- Records for this exercise -
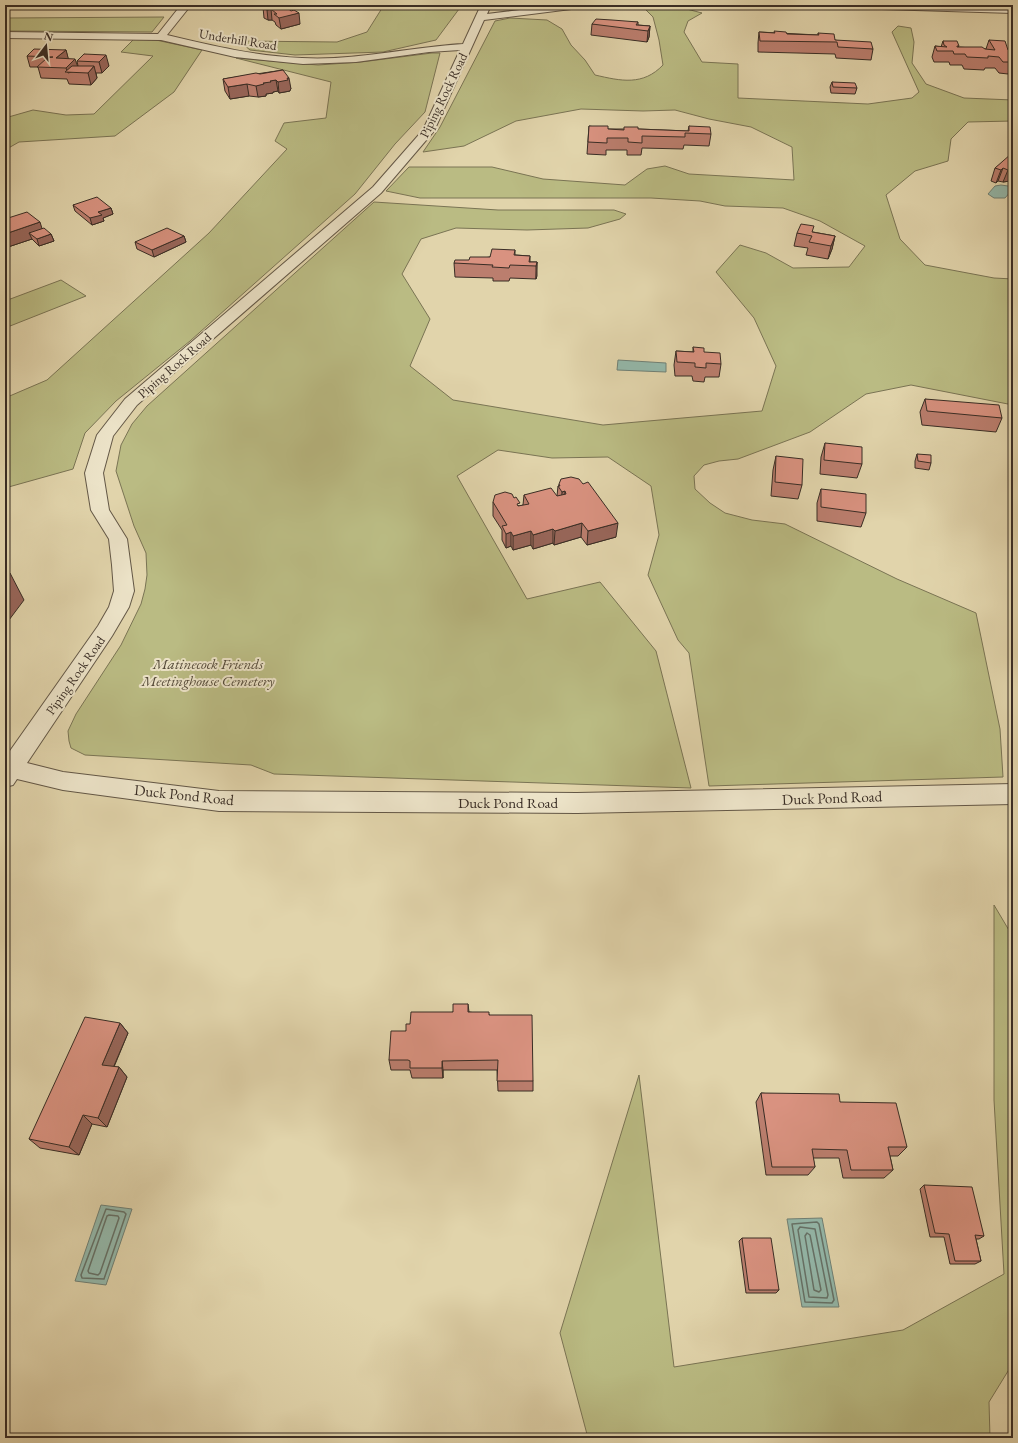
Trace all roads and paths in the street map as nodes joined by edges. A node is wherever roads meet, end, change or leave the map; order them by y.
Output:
1 (186, 5) edge
2 (579, 5) edge
3 (750, 5) edge
4 (841, 5) edge
5 (850, 5) edge
6 (1013, 10) edge
7 (483, 11) edge
8 (5, 35) edge
9 (161, 37) junction
10 (466, 47) junction
11 (7, 771) edge
12 (1013, 794) edge

1 - 9 street
2 - 7 street
3 - 4 street
5 - 6 street
7 - 10 street, Piping Rock Road
8 - 9 street, Underhill Road
9 - 10 street, Underhill Road
10 - 11 street, Piping Rock Road
11 - 12 street, Duck Pond Road

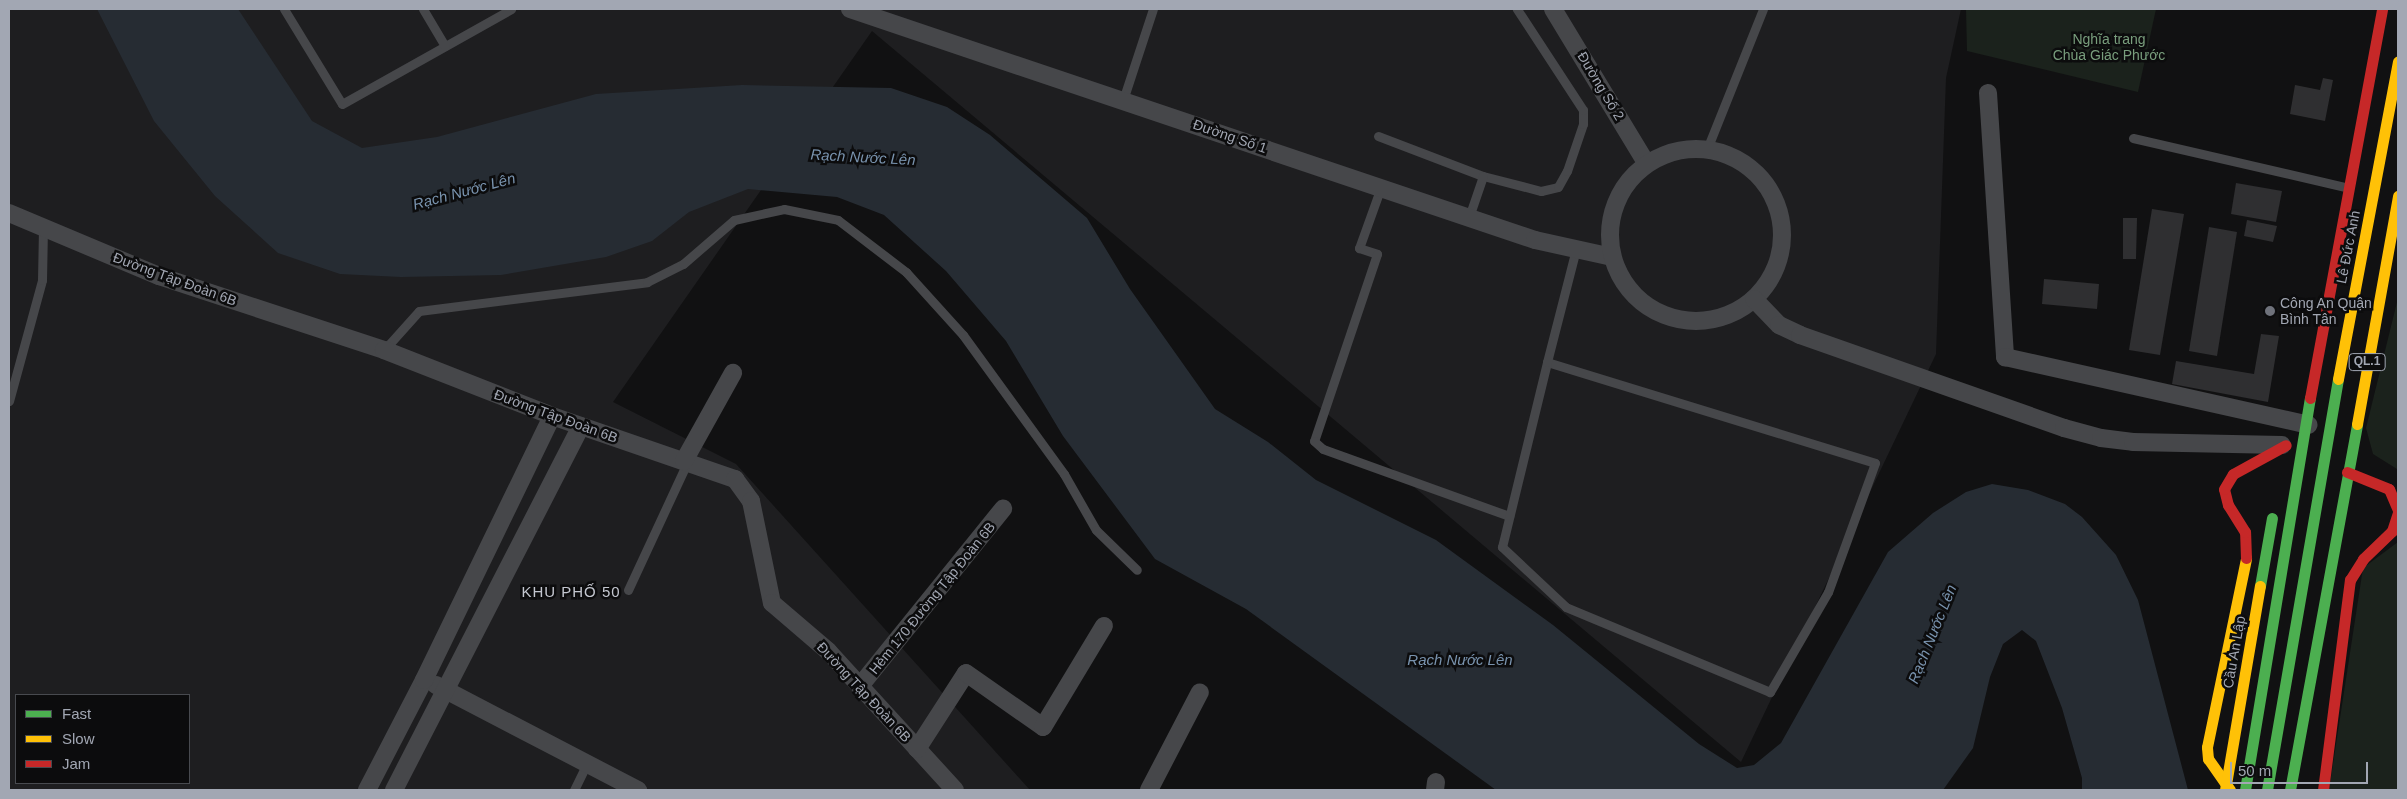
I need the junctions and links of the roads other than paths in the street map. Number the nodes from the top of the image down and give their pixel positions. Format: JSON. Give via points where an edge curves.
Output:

- Action item -
Among the lines of the data, some may contain the string "nodes"; report how many, and nothing more.

- Result -
2